Unusual and weird habits of Successful People
Here are a few unusual and weird habits of 6 successful people
Did you know that
Steve Jobs eats one type of food for weeks. Or Bill Gates who is known for sitting
on his rocking chair, especially during business meetings.
These certainly don’t sound like the usual leadership stories you are told.
However, these creative artists, leaders, entrepreneurs have shown that it’s not all about following a daily routine or writing your daily tasks but exploring your creative side be it any unusual thing you do. There’s no one size fits all formula for success.
So let's go beyond and take a look at the oddly inspiring habits of creative and wildly productive people who are highly successful in their field.
1. Sara Blakely: Fake a commute to work
While most of us are looking for any way to reduce our commute to the office (aren’t work-from-home days a dream?!), the CEO of Spanx has a different approach. Sara Blakely lives very close to her office building, but will actually drive around the neighbourhood on a “fake commute” for an hour before heading into the office. Why? She says she believes that the car is where her best thinking happens.
2. Michael Kors: Wears the same outfit every day
Many executives and business owners, from Mark Zuckerberg to Steve Jobs, have been known to create a “uniform” to wear to work every day. But the most surprising culprit? Fashion designer Michael Kors. The fashion giant wears the same black crewneck every day, which allows him to focus on other decisions rather than wasting time curating his own outfit.
Even Albert Einstein would fill his closet with variations of the same grey suit to simplify his life.
3. Steve Jobs: One type of food, for weeks.
While there are many rumours about Steve Jobs and his unique living habits, this one is particularly interesting. Apparently, Steve would choose to eat only one type of food for weeks at a time. For example, he became convinced at one point that carrots were very healthy, and within weeks, his skin had turned orange because he ate so many, so quickly.

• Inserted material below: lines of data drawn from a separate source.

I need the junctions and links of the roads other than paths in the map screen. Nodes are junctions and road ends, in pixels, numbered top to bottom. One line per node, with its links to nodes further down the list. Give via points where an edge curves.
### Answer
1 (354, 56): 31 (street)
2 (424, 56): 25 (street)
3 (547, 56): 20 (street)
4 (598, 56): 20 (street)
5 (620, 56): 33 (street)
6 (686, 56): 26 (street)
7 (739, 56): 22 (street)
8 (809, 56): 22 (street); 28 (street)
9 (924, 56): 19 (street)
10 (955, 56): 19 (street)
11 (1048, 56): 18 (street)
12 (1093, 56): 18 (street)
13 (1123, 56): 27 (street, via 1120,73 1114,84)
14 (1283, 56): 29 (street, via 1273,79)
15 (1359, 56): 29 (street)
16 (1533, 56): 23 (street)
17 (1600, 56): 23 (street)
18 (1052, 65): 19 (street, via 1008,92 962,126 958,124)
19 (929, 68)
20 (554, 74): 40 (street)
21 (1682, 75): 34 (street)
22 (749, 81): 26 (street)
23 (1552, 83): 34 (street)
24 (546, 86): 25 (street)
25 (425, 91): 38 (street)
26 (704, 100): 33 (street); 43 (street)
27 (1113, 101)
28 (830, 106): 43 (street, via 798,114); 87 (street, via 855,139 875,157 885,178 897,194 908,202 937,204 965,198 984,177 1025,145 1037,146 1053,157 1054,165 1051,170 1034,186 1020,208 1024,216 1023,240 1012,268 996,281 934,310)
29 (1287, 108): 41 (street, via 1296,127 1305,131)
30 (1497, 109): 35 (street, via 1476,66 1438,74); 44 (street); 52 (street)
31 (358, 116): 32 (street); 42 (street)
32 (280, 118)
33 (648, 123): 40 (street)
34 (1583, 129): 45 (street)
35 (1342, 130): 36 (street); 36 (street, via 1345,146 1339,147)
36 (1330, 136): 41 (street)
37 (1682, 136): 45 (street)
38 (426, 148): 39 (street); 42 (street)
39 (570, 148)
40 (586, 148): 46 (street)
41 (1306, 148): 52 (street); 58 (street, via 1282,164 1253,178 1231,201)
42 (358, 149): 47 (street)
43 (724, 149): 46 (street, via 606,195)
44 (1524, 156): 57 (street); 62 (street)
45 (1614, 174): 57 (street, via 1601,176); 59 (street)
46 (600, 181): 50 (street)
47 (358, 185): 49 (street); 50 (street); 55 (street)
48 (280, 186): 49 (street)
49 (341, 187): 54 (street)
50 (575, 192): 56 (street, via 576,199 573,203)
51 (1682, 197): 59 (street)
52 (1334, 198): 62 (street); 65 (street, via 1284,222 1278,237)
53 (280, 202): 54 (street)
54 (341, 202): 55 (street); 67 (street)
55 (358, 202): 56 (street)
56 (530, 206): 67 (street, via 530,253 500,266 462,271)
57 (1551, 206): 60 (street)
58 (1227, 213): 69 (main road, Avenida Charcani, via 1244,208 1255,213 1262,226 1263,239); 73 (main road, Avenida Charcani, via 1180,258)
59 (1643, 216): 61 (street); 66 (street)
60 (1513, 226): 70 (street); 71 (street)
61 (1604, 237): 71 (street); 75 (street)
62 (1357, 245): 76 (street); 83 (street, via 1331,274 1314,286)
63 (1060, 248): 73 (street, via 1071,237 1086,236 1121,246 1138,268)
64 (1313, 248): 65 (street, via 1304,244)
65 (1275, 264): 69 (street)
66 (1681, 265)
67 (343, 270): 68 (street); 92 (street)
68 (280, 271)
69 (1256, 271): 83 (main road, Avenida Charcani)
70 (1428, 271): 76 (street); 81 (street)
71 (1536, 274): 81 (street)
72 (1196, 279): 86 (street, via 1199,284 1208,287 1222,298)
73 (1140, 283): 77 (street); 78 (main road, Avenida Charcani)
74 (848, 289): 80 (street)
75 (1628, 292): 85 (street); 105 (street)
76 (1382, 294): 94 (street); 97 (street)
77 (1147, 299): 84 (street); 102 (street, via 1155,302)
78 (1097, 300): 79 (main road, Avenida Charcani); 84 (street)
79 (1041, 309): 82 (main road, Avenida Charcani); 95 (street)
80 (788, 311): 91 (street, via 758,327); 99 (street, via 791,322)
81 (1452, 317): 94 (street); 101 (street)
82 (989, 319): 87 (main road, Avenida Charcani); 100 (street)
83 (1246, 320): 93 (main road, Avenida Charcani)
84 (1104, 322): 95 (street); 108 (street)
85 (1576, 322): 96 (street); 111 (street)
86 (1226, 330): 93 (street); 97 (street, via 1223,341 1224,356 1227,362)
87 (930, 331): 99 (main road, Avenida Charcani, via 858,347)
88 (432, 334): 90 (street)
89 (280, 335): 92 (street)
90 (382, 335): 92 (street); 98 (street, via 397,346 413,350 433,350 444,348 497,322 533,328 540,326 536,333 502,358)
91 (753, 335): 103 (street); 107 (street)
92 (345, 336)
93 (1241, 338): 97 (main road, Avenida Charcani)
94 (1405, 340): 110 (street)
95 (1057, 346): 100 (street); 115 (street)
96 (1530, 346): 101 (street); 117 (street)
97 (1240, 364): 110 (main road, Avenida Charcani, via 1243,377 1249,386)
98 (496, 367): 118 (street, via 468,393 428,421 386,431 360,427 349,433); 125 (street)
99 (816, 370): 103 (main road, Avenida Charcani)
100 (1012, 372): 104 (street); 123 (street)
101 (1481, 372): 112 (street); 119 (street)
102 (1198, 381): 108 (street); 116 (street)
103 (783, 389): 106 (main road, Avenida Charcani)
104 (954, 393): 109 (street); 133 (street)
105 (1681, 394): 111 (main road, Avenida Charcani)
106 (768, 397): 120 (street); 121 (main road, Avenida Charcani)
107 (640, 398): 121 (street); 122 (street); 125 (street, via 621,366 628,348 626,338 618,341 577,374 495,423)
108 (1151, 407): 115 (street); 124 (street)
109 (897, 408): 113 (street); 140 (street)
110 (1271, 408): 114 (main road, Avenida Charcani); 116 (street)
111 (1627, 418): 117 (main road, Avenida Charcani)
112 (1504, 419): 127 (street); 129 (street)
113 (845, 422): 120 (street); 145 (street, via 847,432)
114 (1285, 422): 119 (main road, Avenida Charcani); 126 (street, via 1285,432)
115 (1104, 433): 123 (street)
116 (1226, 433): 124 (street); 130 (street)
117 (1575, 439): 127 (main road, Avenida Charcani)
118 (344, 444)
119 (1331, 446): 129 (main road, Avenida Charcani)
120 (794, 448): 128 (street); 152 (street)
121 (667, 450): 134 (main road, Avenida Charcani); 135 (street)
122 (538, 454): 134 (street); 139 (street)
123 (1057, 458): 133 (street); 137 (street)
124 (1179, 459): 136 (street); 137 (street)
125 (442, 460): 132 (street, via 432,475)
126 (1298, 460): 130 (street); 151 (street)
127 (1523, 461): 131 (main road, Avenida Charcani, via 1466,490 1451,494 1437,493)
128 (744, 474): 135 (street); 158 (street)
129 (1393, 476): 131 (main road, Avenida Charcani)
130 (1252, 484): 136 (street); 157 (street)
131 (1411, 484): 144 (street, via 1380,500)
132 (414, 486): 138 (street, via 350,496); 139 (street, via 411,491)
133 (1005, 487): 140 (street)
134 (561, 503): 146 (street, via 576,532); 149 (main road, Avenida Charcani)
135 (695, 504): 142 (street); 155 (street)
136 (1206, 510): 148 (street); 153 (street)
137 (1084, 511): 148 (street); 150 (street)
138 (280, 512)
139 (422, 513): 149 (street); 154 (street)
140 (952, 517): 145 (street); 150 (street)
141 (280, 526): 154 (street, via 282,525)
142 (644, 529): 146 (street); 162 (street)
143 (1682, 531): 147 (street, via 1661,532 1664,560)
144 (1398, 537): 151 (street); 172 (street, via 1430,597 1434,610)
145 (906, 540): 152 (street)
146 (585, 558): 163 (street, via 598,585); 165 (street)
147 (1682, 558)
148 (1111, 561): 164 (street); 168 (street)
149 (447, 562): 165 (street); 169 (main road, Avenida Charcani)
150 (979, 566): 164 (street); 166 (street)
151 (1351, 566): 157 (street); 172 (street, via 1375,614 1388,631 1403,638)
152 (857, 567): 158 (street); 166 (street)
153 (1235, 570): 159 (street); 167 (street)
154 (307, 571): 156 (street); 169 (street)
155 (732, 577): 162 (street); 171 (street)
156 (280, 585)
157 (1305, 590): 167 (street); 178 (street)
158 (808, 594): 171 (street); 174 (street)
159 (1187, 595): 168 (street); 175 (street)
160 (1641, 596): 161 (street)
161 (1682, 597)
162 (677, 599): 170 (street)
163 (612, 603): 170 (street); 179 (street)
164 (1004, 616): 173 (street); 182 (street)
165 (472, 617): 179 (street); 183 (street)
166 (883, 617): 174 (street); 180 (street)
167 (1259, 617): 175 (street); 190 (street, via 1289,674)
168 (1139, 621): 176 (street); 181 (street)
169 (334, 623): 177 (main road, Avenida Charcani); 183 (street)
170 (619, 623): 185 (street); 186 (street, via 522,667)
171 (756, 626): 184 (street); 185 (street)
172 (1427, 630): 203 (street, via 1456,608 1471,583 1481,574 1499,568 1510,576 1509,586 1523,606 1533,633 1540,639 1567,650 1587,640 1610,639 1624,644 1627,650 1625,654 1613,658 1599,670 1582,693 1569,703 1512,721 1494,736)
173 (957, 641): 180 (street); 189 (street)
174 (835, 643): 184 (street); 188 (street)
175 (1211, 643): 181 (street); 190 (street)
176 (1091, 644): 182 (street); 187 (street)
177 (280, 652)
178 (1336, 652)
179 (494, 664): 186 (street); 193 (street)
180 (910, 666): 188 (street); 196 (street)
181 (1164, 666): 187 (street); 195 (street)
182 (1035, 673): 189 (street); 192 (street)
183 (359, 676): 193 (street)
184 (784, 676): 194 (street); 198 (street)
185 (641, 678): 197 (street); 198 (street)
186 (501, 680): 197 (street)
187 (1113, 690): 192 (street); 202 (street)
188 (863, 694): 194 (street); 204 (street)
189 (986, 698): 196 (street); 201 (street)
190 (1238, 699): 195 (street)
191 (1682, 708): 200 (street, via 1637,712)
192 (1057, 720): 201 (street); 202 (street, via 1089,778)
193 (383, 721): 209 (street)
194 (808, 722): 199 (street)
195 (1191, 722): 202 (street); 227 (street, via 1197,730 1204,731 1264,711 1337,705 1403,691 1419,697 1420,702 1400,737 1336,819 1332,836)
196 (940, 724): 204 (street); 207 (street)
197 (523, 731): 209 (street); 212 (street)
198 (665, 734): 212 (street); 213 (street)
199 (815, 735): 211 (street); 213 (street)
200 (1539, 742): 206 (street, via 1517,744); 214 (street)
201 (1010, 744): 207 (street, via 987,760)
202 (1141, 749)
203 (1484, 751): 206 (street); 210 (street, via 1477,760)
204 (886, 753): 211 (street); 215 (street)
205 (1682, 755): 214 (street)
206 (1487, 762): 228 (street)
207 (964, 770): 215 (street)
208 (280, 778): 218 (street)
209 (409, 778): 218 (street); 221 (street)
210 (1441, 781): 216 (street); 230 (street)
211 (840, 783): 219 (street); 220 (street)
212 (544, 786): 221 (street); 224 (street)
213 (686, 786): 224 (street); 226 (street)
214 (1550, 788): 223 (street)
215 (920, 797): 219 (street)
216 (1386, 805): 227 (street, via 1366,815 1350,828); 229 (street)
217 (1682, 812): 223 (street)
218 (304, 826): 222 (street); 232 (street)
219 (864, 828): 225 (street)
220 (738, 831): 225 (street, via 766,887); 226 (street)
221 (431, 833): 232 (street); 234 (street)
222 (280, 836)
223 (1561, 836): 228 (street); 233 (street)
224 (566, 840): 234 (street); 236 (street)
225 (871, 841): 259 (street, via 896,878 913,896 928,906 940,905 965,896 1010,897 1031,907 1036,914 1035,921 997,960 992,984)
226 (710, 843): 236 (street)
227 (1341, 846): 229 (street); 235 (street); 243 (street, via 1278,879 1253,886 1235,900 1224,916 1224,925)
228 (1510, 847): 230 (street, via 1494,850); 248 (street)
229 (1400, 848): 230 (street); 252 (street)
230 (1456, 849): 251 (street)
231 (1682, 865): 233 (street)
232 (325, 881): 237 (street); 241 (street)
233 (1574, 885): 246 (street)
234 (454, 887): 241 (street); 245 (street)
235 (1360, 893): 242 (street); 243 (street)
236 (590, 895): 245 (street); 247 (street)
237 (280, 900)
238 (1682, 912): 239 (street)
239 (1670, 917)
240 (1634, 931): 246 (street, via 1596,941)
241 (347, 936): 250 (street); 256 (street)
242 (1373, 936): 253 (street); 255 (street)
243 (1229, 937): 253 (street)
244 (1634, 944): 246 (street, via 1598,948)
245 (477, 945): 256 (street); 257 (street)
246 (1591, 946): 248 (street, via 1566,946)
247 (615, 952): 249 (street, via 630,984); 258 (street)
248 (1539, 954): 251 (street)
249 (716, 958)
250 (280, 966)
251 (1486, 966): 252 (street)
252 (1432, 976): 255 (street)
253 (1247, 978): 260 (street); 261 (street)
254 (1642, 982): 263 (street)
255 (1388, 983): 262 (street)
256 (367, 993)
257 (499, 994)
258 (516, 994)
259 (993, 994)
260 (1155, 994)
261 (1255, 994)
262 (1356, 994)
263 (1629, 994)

4. Marissa Mayer's: Cupcake spreadsheet
Yahoo's CEO is nothing if not scrupulous, in a San Francisco magazine feature, she revealed her method of devising the perfect cupcake recipe using a spreadsheet.
This meant buying an array of cookbooks to test the recipes for cupcakes before recording the ingredients on the spreadsheet to eventually work out her own premium form of cupcake created from the most successful results. She also used the same method for frosting – and for launching products at Google.
5. Yoshiro Nakamatsu: Gets his ideas underwater
Here’s the most prolific modern inventor that you’ve probably never heard of. Dr Yoshiro Nakamatsu. Dr NakaMats believes in the mental benefits of long, airless stints underwater. And many of his greatest ideas hit him when he was close to drowning.
“To starve the brain of oxygen,” says the man, “you must dive deep and allow the water pressure to deprive the brain of blood. Zero-point-five seconds before death, I visualize an invention.” The Japanese inventor then jots his idea down on an underwater notepad and swims back to the surface.
Another key to Nakamatsu’s success? Brainstorming in a “calm room,” a bathroom tiled in 24-karat gold. Dr. NakaMats says the tiles block out television and radio waves that harm the creative process. The room is also nailed free because he believes that “nails reflect thinking.”
6. Albert Einstein: Weird habits
Einstein's eccentricities are long and varied. As a boy, he was slow to develop and struggled to learn to talk.
He believed that this allowed him to contemplate larger questions in life which lead to some of his biggest breakthroughs, his theory of relativity for example.
As he grew older his habits became even stranger. He would allow his hair to grow long to avoid the barbers and didn't wear socks as he believed they were unnecessary.
Furthermore, a report from his chauffeur suggests that he once ate a live grasshopper.